Stored data entries
········

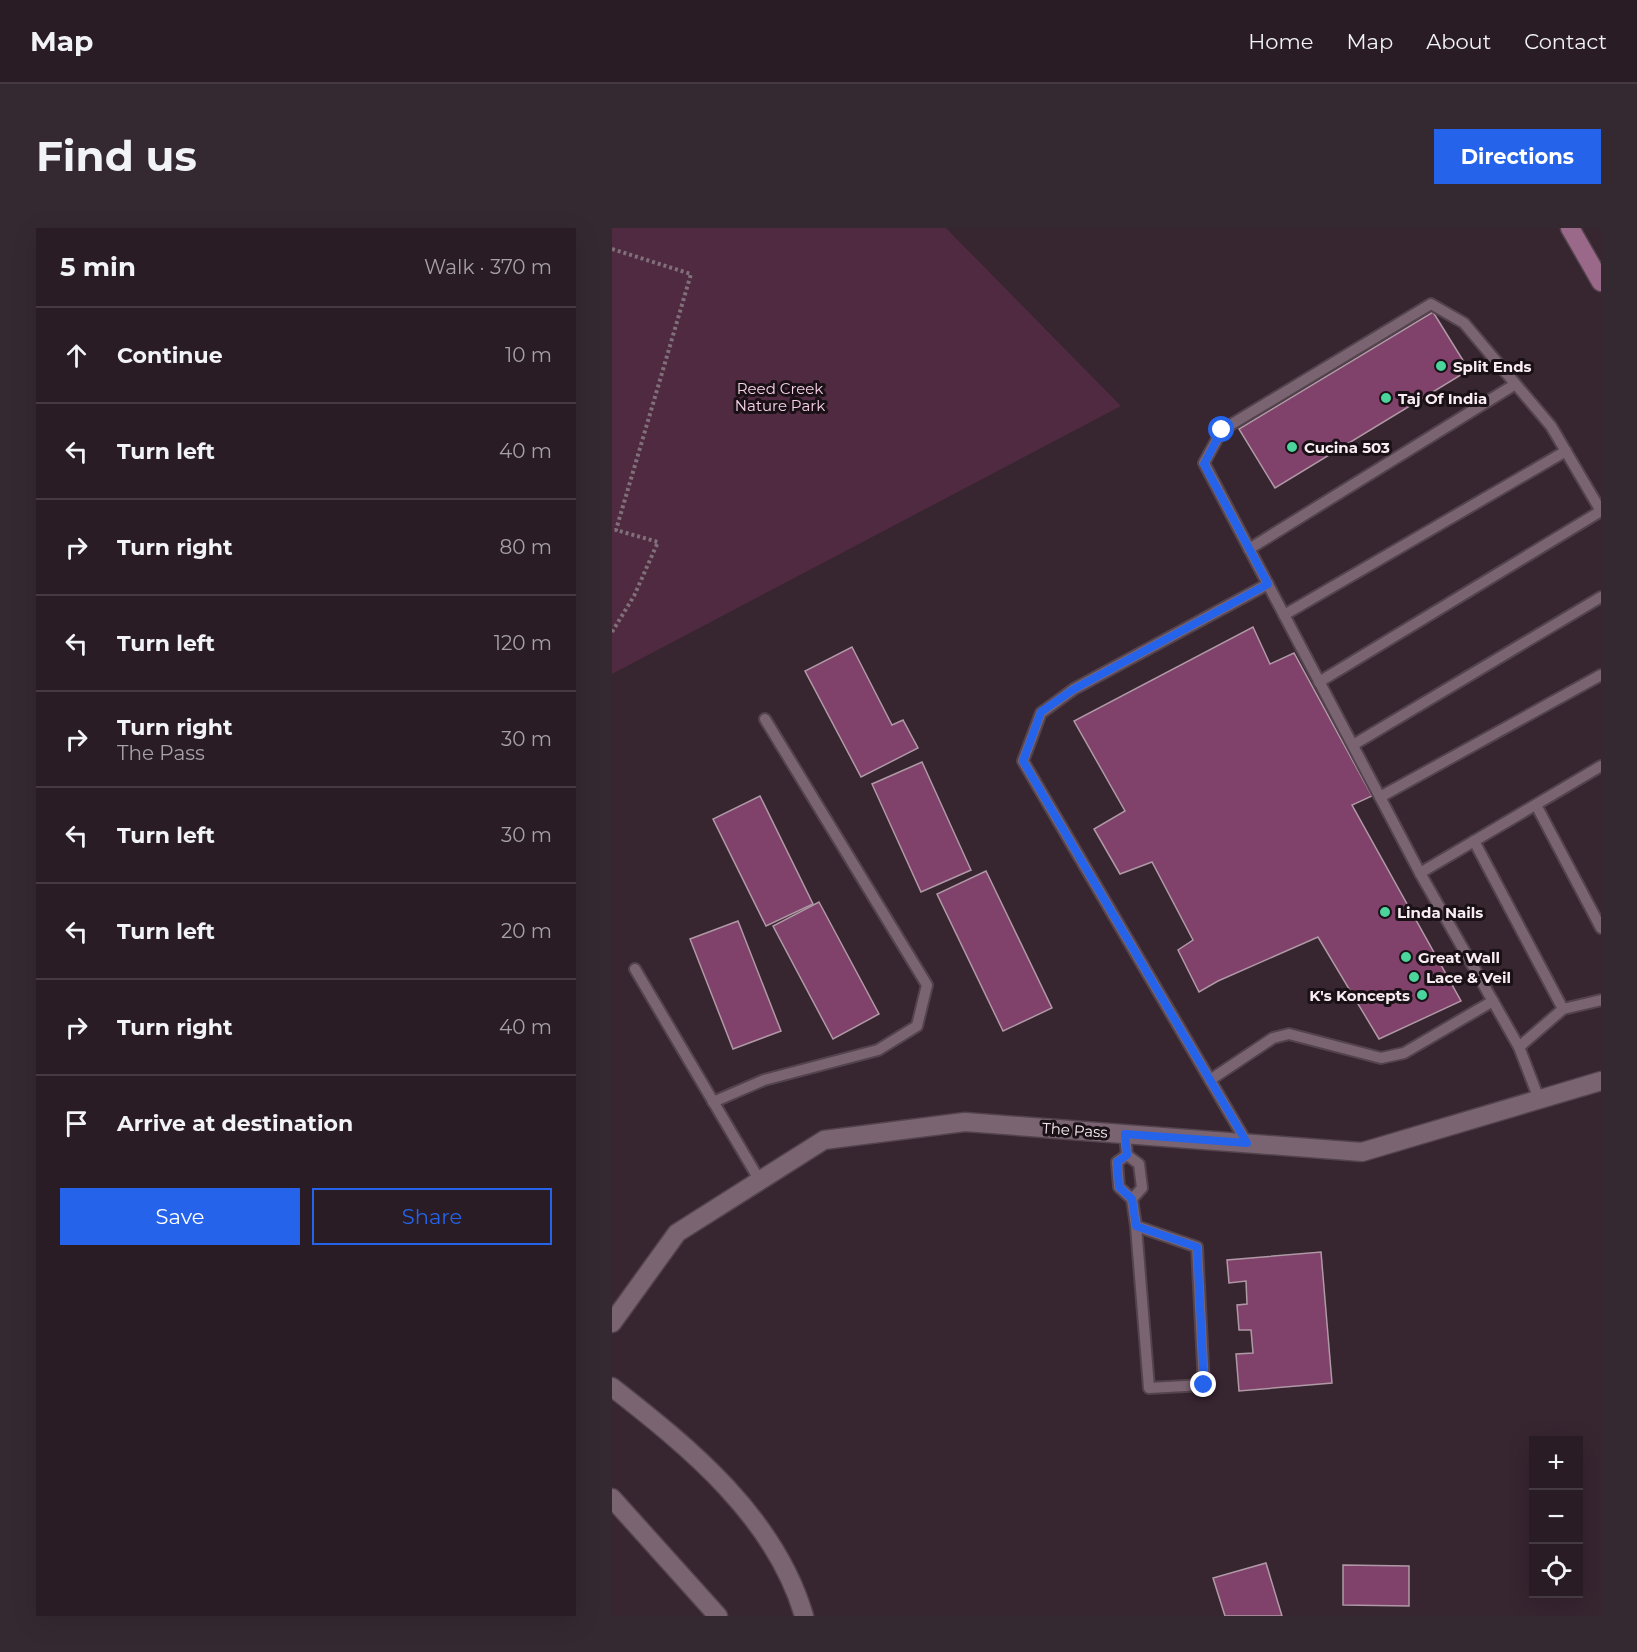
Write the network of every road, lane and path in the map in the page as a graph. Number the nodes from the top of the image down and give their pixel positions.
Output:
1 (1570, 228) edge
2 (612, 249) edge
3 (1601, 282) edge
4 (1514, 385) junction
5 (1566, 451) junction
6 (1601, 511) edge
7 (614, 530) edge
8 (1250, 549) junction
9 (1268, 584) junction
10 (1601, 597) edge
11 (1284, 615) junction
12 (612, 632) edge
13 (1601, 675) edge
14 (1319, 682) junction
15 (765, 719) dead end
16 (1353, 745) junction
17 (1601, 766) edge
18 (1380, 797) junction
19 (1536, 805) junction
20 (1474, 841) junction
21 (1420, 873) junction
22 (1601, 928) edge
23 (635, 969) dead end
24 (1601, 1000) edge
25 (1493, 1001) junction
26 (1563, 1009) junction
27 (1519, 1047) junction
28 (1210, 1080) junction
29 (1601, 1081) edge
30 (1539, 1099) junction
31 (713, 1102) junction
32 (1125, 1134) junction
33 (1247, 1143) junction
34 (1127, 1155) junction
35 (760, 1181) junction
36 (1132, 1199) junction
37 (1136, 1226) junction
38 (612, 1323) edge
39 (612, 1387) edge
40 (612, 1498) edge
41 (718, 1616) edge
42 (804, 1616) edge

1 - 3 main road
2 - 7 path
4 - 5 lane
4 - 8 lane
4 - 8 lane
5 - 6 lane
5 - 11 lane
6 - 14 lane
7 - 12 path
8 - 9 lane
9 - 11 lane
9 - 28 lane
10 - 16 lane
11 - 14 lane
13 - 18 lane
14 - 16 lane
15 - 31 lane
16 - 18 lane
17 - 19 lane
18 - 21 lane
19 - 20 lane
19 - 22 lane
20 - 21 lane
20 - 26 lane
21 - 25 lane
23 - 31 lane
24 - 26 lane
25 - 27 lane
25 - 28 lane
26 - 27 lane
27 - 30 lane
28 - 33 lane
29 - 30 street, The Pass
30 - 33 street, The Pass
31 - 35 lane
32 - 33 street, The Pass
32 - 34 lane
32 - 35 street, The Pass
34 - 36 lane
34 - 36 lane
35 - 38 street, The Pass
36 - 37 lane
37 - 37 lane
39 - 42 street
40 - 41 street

········

» **The problem**: Only the number is needed: please work out how many lines in the data contain the string "path".

» **Answer section**: 3